Unexpected opportunities during cloud migration

Matt Ferrari, CTO ClearDATA headshot

Matt Ferrari, Chief Technology Officer, ClearDATA

Migrating means moving, and for a great deal of people, moving is a daunting prospect. But just as professional movers can be hired to do most of the heavy lifting, services exist that ease the work of migrating to the cloud – and reap a number of unexpected opportunities.

Start with a plan in hand and an end in mind.

As with most journeys, planning is a wise first step. Bringing in a cloud migration partner early on can make this an enlightening process with lasting value.

Top migration services to consider:

  • Pre-migration server and enterprise discovery assessments. These can be as simple as a review of your existing servers with an itemized list of tasks and costs for migrating each one, to a thorough project management approach to moving a comprehensive enterprise IT infrastructure to the cloud.
  • Discovery and application dependency mapping. A complete inventory of applications mapped to user groups, priority of availability and dependency with other applications and processes gives many organizations the first true “inventory” they’ve performed in years, maybe ever.
  • Automated cloud migration. Powerful, hardware and software-agnostic automation tools fast-track even large enterprise cloud migrations.
  • Physical to virtual transformation. This service assures data makes a seamless transition to the right scale of virtual infrastructure (which typically has a much smaller footprint).
  • Web server migration. No matter the existing development platform, hosting provider or content management system, this service executes a smooth transition of websites and web servers to the cloud with a minimum of downtime – and afterward, a new scalability for receiving even the largest data sets.

Three opportunities to seize

Although there is no denying that migrating to the cloud is a big change, it’s one accompanied by big opportunities. Here are three of the most significant.

  • Healthcare organizations can finally work out their official disaster recovery (DR) plans. Switching to a cloud environment does not have to, and should not, be just a matter of moving applications from one end of the wire to another. This is a golden opportunity to get a better understanding of how these applications work and what dependencies they have from a services perspective.

It’s also an ideal time to finally create the DR plan every organization needs in this era of chaotic events, whether “acts of God” or intentional acts of harm. While performing an inventory check of all applications and devices in advance of moving them to the cloud, healthcare organizations would do well to go the full distance and draw up their DR plans based on this work.

As it happens, this sort of inventorying is a primary migration service offered by ClearDATA, and includes discovery and application dependency mapping. Circling back to the actual DR plan, all that will really be left for internal IT staff to do is some strategizing and testing of the plan.

  • Shed the bloat. This applies to costly service level agreements organizations no longer need after migrating to the cloud and that healthcare organizations are bound to uncover during an inventory check; equipment that’s long been taking up space and even equipment currently in use but that will also no longer be needed in a virtual cloud.
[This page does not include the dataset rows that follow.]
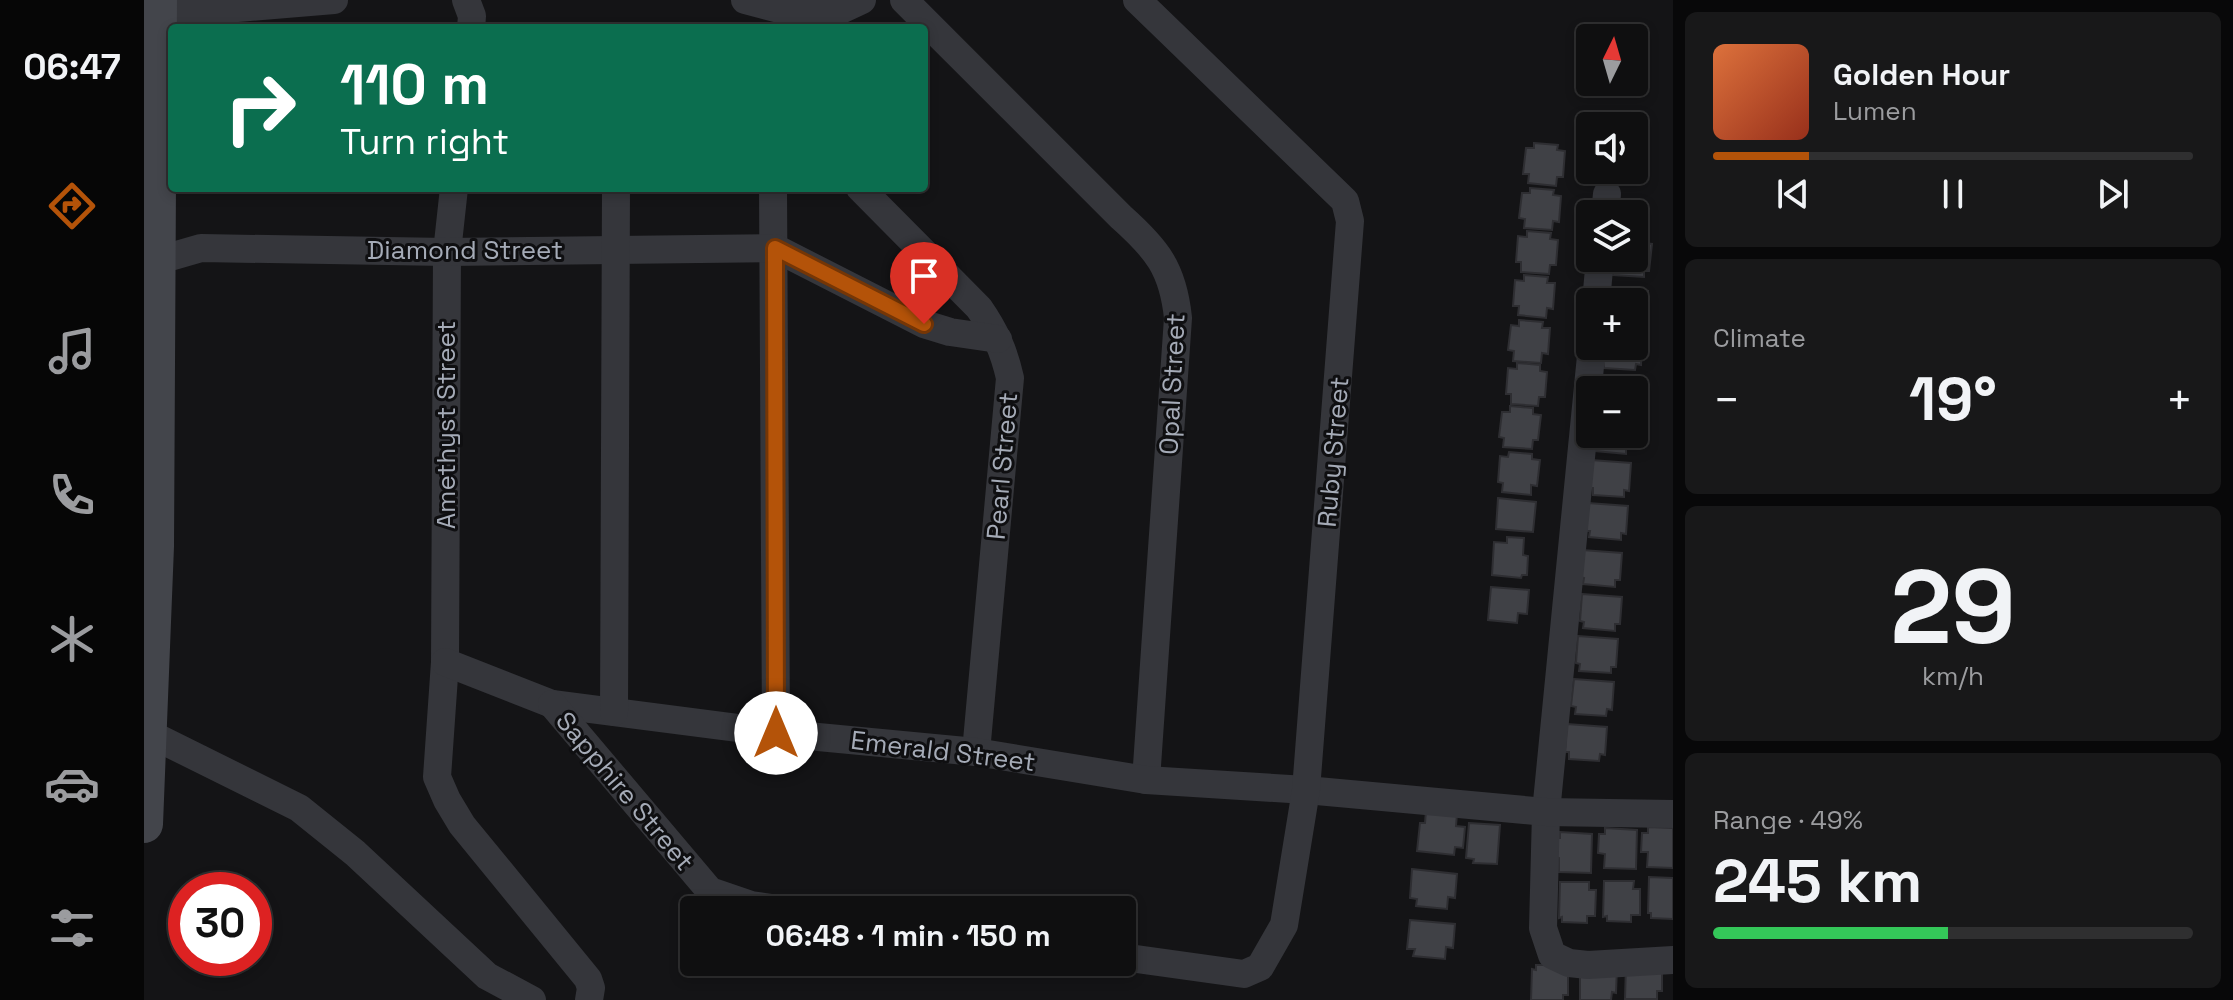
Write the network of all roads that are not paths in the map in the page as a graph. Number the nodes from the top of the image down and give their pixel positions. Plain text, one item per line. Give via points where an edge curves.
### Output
1 (334, 0) edge
2 (466, 0) edge
3 (745, 0) edge
4 (862, 0) edge
5 (904, 0) edge
6 (1137, 0) edge
7 (153, 10) edge
8 (778, 19) edge
9 (471, 24) edge
10 (454, 192) edge
11 (616, 192) edge
12 (773, 192) edge
13 (864, 192) edge
14 (775, 248) junction
15 (616, 249) junction
16 (447, 252) junction
17 (150, 265) edge
18 (998, 339) junction
19 (1591, 360) edge
20 (150, 549) edge
21 (445, 662) junction
22 (552, 704) junction
23 (614, 712) junction
24 (148, 733) junction
25 (776, 733) junction
26 (976, 752) junction
27 (1146, 780) junction
28 (1306, 790) junction
29 (1546, 812) junction
30 (1673, 814) edge
31 (144, 824) edge
32 (725, 896) edge
33 (1136, 959) edge
34 (1673, 960) edge
35 (532, 1000) edge
36 (589, 1000) edge

1 - 7 street
2 - 9 street
3 - 8 street
4 - 8 street via 832,14
5 - 27 street, Opal Street via 1152,244 1175,291 1178,318
6 - 28 street, Ruby Street via 1345,201 1350,221
7 - 17 main road
10 - 16 street, Amethyst Street
11 - 15 street
12 - 14 street
13 - 18 street, Pearl Street via 979,308
14 - 15 street, Diamond Street
14 - 18 street via 924,324
14 - 25 street
15 - 16 street, Diamond Street
15 - 23 street
16 - 17 street, Diamond Street via 201,248
16 - 21 street, Amethyst Street
17 - 20 main road
18 - 26 street, Pearl Street via 1010,378
19 - 29 street
20 - 24 main road
21 - 22 street, Emerald Street
21 - 36 street, Amethyst Street via 437,777 462,825 588,979
22 - 23 street, Emerald Street
22 - 32 street, Sapphire Street via 710,891
23 - 25 street, Emerald Street
24 - 31 main road
24 - 35 street via 299,808 487,976
25 - 26 street, Emerald Street
26 - 27 street, Emerald Street
27 - 28 street, Emerald Street
28 - 29 street, Emerald Street
28 - 33 street, Ruby Street via 1284,925 1260,967 1244,974
29 - 30 street, Emerald Street
29 - 34 street via 1543,928 1552,955 1588,965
On this last note, it is highly recommended that organizations do an assessment or have their cloud provider perform one that makes an accurate snapshot of how much bandwidth their applications really utilize. There is rarely a need to swap out “like for like.” The number of physical servers in use now, for example, is almost surely considerably more than what these organizations will want to commission in a high performance cloud computing environment. 

  • Do a business re-fresh. What else should healthcare organizations do to modernize their IT infrastructure? Perhaps update their approach to managing it, too. Offloading routine security of data to the same cloud provider that is hosting it has become a growing trend, for good reason. Data breach attacks are only intensifying, now with state-sponsored hackers behind many of the attacks.

Should healthcare IT departments really be expected to fend these criminals off? Even if they could, they would have to devote all of their time to doing so. And IT professionals are needed for core business work, from health data analytics to preparing for major initiatives such as the transition to ICD-10.  At the same time, offloading IT management and security can go a long way in keeping an organization’s reputation for protecting privacy intact.  Too many others that are attempting to manage security in-house aren’t having much luck with this.

Nor should they have to. A top-tier cloud services provider can take on these and other draining IT tasks for good. With all the advantages waiting to be tapped, it’s no wonder that migrating to the cloud is a move so many healthcare organizations are making.